Poema ilustrado mostra a destruição da floresta a fogo e motossera

'O corte e a chama', de Leo Cunha e Paulo Rea, aborda a ameaça ao equilíbrio ambiental representada pelo desmatamento e pelas queimadas

Mariana Peixoto 01/10/2020 04:00
Reprodução
O ilustrador Paulo Rea desenhou uma visão do perigo pela perspectiva dos animais (foto: Reprodução)
“Resta da floresta/um vago futuro,/largo campo, sem cor/e sem fruta”, diz um trecho do poema. “O fogo não escuta/Ruge feroz, brasa bruta/Cumpre o que promete,/não devolve o que destrói”, diz outra parte. O leitor pode ler tais versos da maneira que quiser, já que eles integram dois poemas narrativos de um mesmo livro, lançado em edição espelhada.  

Melhor explicando: o infantojuvenil O corte e a chama (editora Pulo do Gato), com poema de Leo Cunha e ilustrações de Paulo Rea, trata de duas graves e urgentes questões ambientais – o desmatamento e as queimadas – que trazem uma trágica consequência: a destruição da fauna, da flora e dos povos das florestas.

“No ano passado, participei de uma mesa-redonda sobre literatura e meio ambiente com o (escritor e cientista político) Sérgio Abranches. Ele falou de como as queimadas e o desmatamento por corte são duas forças destruindo as matas. No meio da fala dele, me veio um click de pensar em um poema duplo, em que cada parte faria paralelo com um dos lados”, conta Leo Cunha.

Ao apresentar o texto à editora Márcia Leite, ela veio com a sugestão de incluir no projeto as ilustrações de Paulo Rea. O trabalho dele é de ilustrações em marcheteria. “Ele é muito envolvido com ecologia e faz tanto móveis (em madeira sustentável) quanto ilustrações. (Para as ilustrações) Vai cortando pedacinho por pedacinho e, no desenho no papel, vai colando, quase que como um quebra-cabeças”, explica Cunha.

ANIMAIS 

O texto ganha outra dimensão com as ilustrações de Rea, que não reproduzem as cenas descritas pelo poema. São animais – macacos, onças, pássaros – que surgem com um semblante que parece o de um grito, chamando a atenção para a destruição de seu hábitat.

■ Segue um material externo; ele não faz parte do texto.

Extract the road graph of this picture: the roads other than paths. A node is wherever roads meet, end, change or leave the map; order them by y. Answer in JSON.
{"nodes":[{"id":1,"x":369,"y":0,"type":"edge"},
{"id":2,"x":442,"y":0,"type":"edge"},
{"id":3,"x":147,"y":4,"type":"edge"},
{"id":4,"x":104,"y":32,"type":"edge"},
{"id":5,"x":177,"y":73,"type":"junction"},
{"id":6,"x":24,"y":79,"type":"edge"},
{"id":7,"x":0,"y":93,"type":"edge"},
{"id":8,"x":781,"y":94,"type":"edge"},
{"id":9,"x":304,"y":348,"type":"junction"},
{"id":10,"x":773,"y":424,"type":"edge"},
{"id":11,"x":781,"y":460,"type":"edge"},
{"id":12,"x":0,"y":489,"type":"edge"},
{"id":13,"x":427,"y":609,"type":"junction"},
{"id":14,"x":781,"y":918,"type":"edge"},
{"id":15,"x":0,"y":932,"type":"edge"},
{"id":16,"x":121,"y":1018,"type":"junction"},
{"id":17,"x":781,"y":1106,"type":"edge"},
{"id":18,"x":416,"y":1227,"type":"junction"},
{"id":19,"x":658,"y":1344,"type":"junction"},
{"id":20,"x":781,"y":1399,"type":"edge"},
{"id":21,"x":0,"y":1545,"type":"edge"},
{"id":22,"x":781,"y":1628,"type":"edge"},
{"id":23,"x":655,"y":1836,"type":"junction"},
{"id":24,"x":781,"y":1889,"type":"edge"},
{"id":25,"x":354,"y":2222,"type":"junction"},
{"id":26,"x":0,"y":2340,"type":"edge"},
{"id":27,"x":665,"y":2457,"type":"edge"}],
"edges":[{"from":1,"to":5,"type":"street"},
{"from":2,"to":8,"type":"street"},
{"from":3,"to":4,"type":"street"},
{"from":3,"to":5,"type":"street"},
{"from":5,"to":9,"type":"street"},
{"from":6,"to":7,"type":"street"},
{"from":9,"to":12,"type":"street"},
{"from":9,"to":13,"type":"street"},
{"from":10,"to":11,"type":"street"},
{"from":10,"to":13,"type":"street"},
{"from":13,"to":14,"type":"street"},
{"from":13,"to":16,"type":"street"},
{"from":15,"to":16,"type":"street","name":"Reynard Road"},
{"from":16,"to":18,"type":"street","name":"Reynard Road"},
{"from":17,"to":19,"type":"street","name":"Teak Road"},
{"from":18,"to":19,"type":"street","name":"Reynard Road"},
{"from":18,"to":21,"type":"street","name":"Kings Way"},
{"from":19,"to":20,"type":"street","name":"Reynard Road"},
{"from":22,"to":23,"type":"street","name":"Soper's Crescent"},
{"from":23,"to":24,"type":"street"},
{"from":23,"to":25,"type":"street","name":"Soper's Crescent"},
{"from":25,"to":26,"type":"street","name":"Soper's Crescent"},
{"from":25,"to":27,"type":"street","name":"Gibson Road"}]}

“Elas criam quase que uma metáfora, mostrando a coisa da tensão e perseguição”, avalia Cunha. Como a edição é espelhada (e os dois poemas são totalmente simétricos), há duas capas, uma referente ao corte e outra à chama. Basta virar o livro de cabeça para baixo para ter acesso à outra narrativa

Como são duas partes de um mesmo todo, no meio da edição há o encontro da narrativa, por meio das ilustrações. “A ideia é que as duas coisas, fogo e corte, vão se prensando até se encontrar no meio”, diz Cunha

O CORTE E A CHAMA
De Leo Cunha e Paulo Rea. Editora Pulo do Gato, 40 páginas, R$ 44,10 (Valor de pré-venda no site da editora. Até 11 de outubro, a compra inclui 
kit com sementes e postal sobre árvores nativas brasileiras).